- Opening Delimiter -

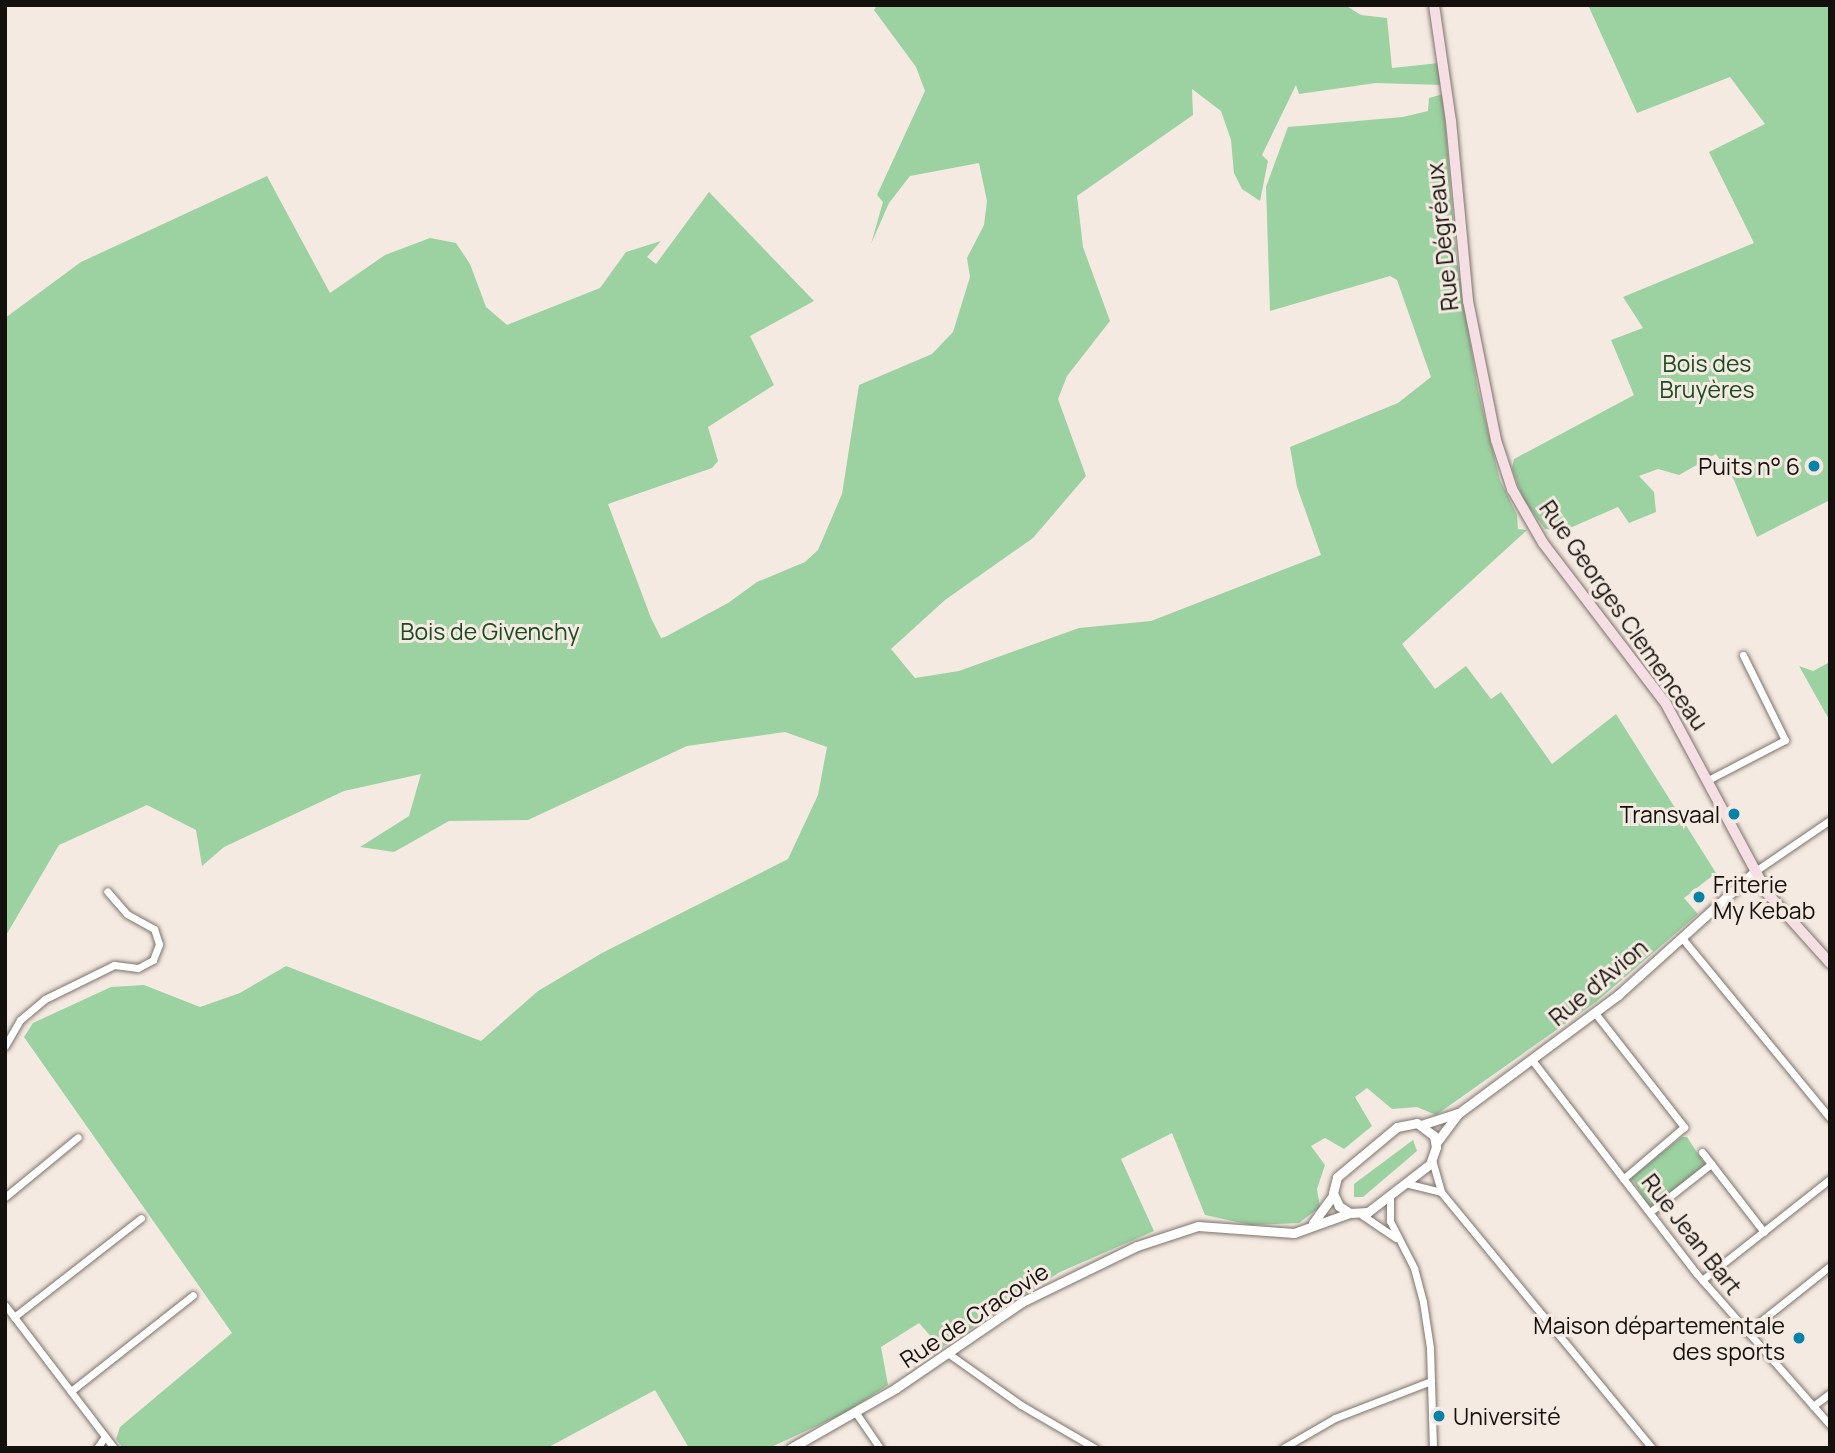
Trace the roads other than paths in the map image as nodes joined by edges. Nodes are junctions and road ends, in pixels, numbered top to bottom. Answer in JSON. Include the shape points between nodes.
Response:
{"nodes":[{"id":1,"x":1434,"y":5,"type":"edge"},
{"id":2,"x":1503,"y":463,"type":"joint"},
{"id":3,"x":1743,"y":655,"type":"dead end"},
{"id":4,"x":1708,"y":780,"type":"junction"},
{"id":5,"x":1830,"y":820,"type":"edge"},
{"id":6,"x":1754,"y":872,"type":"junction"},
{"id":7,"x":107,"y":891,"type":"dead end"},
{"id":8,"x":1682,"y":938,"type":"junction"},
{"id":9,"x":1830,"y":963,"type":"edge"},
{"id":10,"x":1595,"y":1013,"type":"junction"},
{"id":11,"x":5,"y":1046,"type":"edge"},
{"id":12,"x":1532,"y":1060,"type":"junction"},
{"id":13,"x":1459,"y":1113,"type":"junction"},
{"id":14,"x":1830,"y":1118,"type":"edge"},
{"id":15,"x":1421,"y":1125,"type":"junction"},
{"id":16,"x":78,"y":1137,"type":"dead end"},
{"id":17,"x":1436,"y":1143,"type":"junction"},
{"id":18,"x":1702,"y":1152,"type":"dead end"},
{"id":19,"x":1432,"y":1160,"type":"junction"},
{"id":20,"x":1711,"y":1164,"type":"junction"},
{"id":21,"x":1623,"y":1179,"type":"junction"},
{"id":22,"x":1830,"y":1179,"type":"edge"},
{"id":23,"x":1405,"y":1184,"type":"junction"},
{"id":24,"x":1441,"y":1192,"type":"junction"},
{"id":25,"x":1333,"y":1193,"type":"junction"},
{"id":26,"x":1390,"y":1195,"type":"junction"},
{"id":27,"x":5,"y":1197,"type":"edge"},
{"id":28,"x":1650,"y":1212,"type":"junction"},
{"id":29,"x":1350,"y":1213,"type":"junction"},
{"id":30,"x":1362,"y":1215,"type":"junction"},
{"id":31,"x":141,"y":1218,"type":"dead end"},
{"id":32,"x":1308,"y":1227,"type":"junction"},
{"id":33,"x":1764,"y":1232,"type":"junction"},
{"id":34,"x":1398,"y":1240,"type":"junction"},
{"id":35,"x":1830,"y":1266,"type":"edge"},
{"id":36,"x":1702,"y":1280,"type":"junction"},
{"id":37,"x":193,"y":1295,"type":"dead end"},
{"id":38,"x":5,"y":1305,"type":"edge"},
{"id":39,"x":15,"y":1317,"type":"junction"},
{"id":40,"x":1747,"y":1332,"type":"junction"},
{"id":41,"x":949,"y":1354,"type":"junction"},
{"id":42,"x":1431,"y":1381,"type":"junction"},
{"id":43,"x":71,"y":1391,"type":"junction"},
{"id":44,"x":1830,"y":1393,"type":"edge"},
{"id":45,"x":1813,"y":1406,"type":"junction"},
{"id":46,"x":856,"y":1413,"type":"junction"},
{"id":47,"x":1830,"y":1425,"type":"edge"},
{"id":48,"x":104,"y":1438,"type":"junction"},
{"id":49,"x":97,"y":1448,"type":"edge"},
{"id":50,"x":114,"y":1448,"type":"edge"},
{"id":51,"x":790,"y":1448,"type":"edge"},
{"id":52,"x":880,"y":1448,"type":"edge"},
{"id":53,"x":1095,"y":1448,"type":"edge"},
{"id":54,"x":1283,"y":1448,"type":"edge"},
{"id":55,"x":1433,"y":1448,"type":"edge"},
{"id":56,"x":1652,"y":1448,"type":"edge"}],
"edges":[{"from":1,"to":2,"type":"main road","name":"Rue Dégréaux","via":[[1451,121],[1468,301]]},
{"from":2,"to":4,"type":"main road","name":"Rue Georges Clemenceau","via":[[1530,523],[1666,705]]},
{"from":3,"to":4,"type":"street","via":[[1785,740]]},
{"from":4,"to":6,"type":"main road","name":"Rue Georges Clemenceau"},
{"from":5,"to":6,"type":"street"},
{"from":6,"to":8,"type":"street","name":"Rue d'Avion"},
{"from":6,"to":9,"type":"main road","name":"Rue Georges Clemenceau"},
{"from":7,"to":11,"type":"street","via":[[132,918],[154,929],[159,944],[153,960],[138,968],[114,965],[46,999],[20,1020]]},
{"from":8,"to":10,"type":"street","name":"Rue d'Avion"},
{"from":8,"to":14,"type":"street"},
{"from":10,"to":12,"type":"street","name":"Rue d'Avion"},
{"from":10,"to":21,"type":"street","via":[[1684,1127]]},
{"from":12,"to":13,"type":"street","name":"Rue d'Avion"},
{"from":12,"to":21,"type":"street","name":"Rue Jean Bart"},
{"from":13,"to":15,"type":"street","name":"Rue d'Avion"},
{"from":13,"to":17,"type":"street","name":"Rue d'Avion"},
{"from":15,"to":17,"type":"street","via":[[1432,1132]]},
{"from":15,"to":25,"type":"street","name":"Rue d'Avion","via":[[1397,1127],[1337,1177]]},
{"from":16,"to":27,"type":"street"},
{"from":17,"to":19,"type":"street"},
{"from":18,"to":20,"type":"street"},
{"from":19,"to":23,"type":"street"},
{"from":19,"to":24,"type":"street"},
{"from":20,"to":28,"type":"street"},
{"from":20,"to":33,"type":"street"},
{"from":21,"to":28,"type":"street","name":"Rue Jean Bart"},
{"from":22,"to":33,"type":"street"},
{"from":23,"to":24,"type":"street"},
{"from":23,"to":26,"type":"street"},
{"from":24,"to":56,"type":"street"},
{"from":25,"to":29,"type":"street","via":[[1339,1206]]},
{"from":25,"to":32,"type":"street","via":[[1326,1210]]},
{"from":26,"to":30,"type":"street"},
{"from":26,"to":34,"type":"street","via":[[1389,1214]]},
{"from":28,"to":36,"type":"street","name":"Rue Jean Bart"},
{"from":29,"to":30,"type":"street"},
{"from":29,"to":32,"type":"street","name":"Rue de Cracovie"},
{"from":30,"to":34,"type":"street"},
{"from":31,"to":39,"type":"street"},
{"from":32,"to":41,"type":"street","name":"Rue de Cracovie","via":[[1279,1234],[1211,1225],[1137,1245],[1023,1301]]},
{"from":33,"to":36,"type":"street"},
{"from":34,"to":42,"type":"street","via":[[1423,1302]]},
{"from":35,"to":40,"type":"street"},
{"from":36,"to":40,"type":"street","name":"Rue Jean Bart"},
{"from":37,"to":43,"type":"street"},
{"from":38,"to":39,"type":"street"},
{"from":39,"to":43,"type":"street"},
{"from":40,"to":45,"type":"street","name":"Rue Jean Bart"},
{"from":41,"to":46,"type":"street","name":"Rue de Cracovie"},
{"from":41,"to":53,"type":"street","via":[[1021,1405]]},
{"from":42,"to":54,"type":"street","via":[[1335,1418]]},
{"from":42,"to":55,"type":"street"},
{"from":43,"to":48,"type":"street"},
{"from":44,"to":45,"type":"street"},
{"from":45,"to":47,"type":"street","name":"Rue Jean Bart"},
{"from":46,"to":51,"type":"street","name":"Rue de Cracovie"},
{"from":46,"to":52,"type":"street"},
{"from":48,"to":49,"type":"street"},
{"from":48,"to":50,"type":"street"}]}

- Closing Delimiter -

What to work on ▸ Nothing but a number belongs in the answer: the number of lines above that contain "edges".

Answer section ▸ 2